Multiple terms can be useful when the desired text has unrelated inline
elements like images, ads, tables, etc:

![Highlighted text has an unrelated table inline](baracuda.png)

Users may also wish to emphasize multiple passages of a larger text. We've
found many such examples online:

![Example of an screenshot with multiple highlights](twitter.png)

### Fragment Directive

Some existing pages on the web use fragments for their own state/routing. These
pages may break if an unexpected fragment is provided. See
[#15](https://github.com/WICG/ScrollToTextFragment/issues/15)

Element-id based fragments also cause these pages to break; however, text
fragments are much more likely to be user-generated and are thus more likely to
cause unexpected breakage. Pages that rely on fragment routing are also
unlikely to provide anchor points, whereas they are likely to have text.

Our solution to this is to introduce the concept of a _fragment directive_.
The fragment directive is a specially-delimited part of the URL fragment that
is meant for UA instructions only. It's stripped out from the URL during
document loading so that it's completely invisible to the page.

This allows specifying UA instructions like a text fragment in a way that's
guaranteed not to interfere with page script and ensures maximal compatibility
with the existing web.

However, stripping arbitrary parts of a fragment may not be web compatible! We
went through several ideas here:

#### The Double-Hash

We tried delimiting the fragment directive using `##`. It's ergonomic and works
well since, if the original URL doesn't have a fragment, the double-hash
delimiter will already be parsed as a fragment!

However, `#` is [not a valid code
point](https://url.spec.whatwg.org/#url-code-points) in the URL spec. As was
explained in a thread on the [w3.org URI mailing
list](https://lists.w3.org/Archives/Public/uri/2019Sep/0000.html), some URL
parsers parse from right to left. Having an additional `#` character will cause
these parsers to break. Worse, we don't have a good way to measure the risk.

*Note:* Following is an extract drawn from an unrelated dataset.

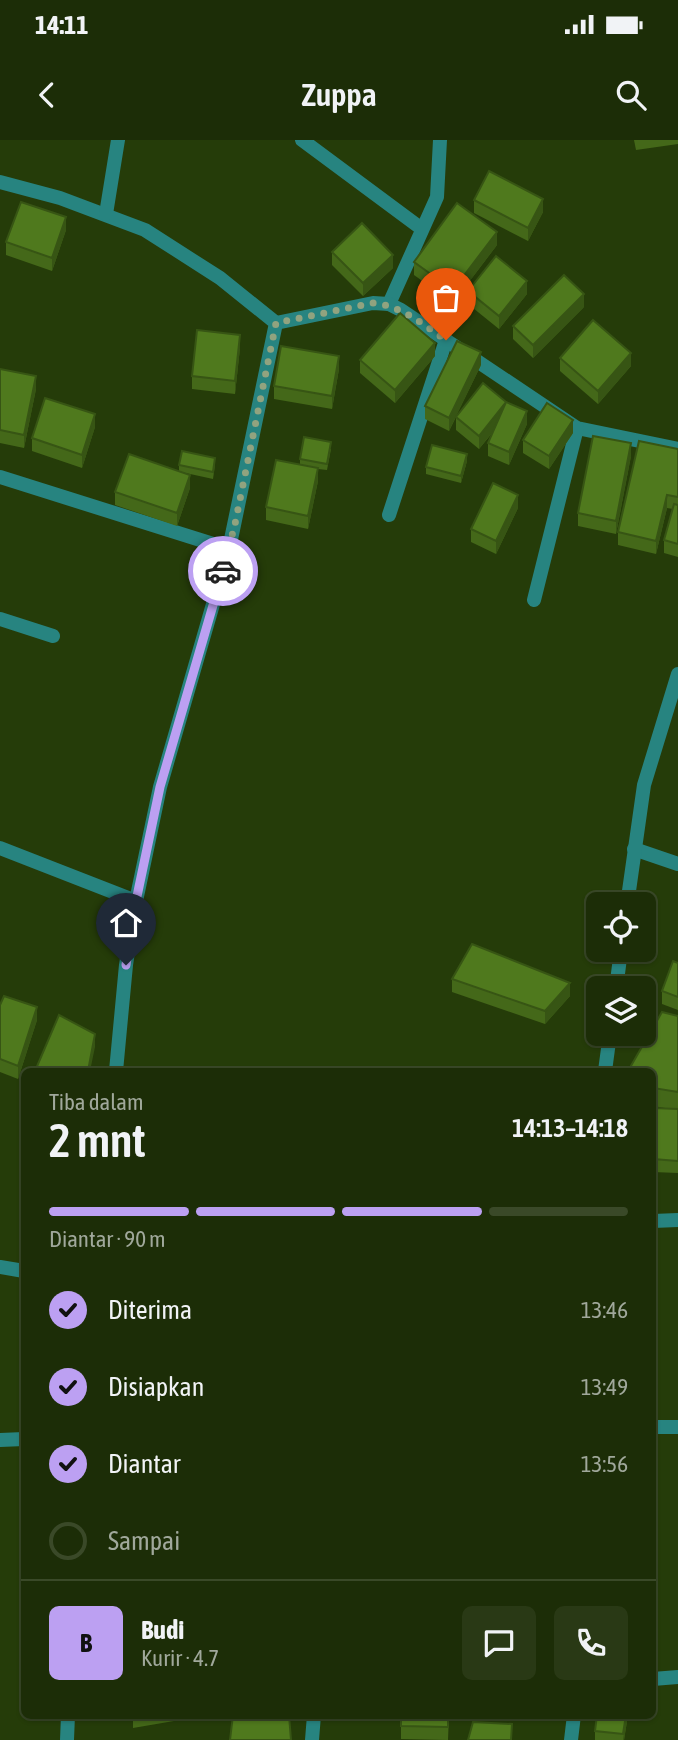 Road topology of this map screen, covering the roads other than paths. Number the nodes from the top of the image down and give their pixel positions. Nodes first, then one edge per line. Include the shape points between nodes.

Use counters we added to Chrome in M77 showed that, on Windows, about 0.08% of
page loads already have a `#` character in the fragment. While small, that's a
non trivial percentage.

#### Enter :~:

A new delimiter would have to be both spec-compliant with the URL spec and have
sufficiently low usage on the existing web such that this change would be
web-compatible.

We assumed this would preclude any single or double character sequences and
produced a list of candidates to consider:
* !~!
* !~~!
* \~&\~
* :~:
* \~@\~
* \~\_\~
* \_~\_

We also considered using a more verbose delimiter:
* &directive
* @directive
* $directive
* /directive
* -directive

Looking through links seen in the last 5 years by the Google Search crawler, we
eliminated some of this list. None of the "verbose" list had been seen;
however, given valid candidates in the first list, we prefered them for
succinctness and to reduce English-centric keywords.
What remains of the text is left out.